Program: COPC New Dir
Year: 2001
  
Tony Robinson (Program Primary Contact)
Colorado Center for Community
Campus Mailbox 128, PO Box 173364
Denver, CO 80217
Phone:  (303) 352-0299
Tony.Robinson@cudenver.edu

Primary Contacts for Other Years

Overview
For the last three years, the Westside Outreach Center (WOC), the University of Colorado at Denver's (CU-D's) Community Outreach Partnership Center (COPC), has worked to help empower and revitalize three poor neighborhoods in inner-city Denver-La Alma/Lincoln Park, East Village, and Sun Valley. Each is among the most severely impacted in terms of official neglect and capital abandonment, gentrification and displacement pressures, and failing education systems. They also are among the most active Denver communities, having built a tradition of community mobilization to address urban problems.

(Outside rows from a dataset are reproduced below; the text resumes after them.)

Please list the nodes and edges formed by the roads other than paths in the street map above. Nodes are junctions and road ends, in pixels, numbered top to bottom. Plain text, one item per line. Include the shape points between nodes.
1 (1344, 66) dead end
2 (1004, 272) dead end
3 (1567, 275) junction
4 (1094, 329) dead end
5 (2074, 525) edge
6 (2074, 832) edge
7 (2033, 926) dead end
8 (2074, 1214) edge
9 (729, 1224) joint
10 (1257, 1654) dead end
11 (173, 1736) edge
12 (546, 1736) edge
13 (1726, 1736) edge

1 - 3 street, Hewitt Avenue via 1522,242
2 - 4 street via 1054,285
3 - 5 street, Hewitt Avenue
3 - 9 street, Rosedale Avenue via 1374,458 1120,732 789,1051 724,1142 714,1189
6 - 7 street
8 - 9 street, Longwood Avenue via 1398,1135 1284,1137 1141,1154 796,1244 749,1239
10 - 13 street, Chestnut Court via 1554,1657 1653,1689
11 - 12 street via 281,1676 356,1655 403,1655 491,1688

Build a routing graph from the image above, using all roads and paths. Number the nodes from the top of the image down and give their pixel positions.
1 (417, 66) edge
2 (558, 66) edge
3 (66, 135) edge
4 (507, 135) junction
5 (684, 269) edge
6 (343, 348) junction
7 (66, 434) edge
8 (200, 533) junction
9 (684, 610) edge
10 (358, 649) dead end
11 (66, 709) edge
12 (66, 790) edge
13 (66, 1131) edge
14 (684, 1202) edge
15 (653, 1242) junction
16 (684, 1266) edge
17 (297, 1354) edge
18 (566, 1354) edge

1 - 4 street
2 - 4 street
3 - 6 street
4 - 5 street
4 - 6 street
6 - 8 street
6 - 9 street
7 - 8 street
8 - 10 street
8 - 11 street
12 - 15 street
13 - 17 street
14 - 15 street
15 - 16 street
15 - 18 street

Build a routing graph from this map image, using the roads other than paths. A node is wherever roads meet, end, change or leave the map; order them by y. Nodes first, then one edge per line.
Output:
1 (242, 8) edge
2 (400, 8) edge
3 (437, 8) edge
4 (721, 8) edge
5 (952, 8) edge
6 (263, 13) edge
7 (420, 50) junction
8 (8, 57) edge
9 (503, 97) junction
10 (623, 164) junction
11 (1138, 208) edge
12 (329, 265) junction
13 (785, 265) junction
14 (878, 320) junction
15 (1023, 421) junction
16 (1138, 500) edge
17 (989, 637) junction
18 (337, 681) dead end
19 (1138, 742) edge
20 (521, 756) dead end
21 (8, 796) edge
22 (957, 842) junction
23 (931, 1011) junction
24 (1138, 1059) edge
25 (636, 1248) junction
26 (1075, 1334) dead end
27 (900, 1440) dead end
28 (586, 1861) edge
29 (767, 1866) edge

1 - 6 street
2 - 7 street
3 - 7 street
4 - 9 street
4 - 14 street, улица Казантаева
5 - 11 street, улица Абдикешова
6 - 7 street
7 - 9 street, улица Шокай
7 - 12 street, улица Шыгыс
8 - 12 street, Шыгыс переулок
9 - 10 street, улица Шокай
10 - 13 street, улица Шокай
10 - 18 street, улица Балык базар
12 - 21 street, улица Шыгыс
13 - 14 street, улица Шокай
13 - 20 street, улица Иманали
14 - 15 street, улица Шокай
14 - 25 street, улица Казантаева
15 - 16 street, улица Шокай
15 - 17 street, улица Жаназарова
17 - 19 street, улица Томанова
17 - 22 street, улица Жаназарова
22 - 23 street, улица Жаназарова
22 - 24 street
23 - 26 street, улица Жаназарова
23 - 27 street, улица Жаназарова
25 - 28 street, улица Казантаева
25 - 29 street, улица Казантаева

The objective of CU-D's COPC is to help build the long-term power and effectiveness of resident-driven movements and organizations within these communities.

As residents of the neighborhoods have come to trust the WOC and its staff as agents for change, they have claimed ownership over the WOC, using it as part hammer, part lever, and part catalyst in their efforts to claim their place in the political and social life of Denver. The WOC has moved from a distant provider of technical services and reports to being a trusted friend and partner in residents' efforts to organize, mobilize, and be counted as actors, claimants, and a political force in the city. The WOC is focusing on five categories of needs: affordable housing, community organizing, culturally-relevant education, community planning, and environmental improvement. Salaried student employees and student interns are the backbone of the WOC. Many of the students are themselves low-income residents of the neighborhoods.

It is especially relevant that CU-D is collaborating with these neighborhoods. The CU-D campus was built in the 1970s by gutting dozens of blocks in the heart of the La Alma/Lincoln Park neighborhood. To build the campus, the old La Alma/Lincoln Park community was shattered, directly contributing to the subsequent decline of the more impoverished segments of the neighborhood that remained. Today the University is seeking to restore good will and deliver the University's resources into the community. It is fitting that the COPC is located at the site of NEWSED, a community development corporation that evolved directly from the forces that mobilized in the community to stop the university redevelopment project in the '70s.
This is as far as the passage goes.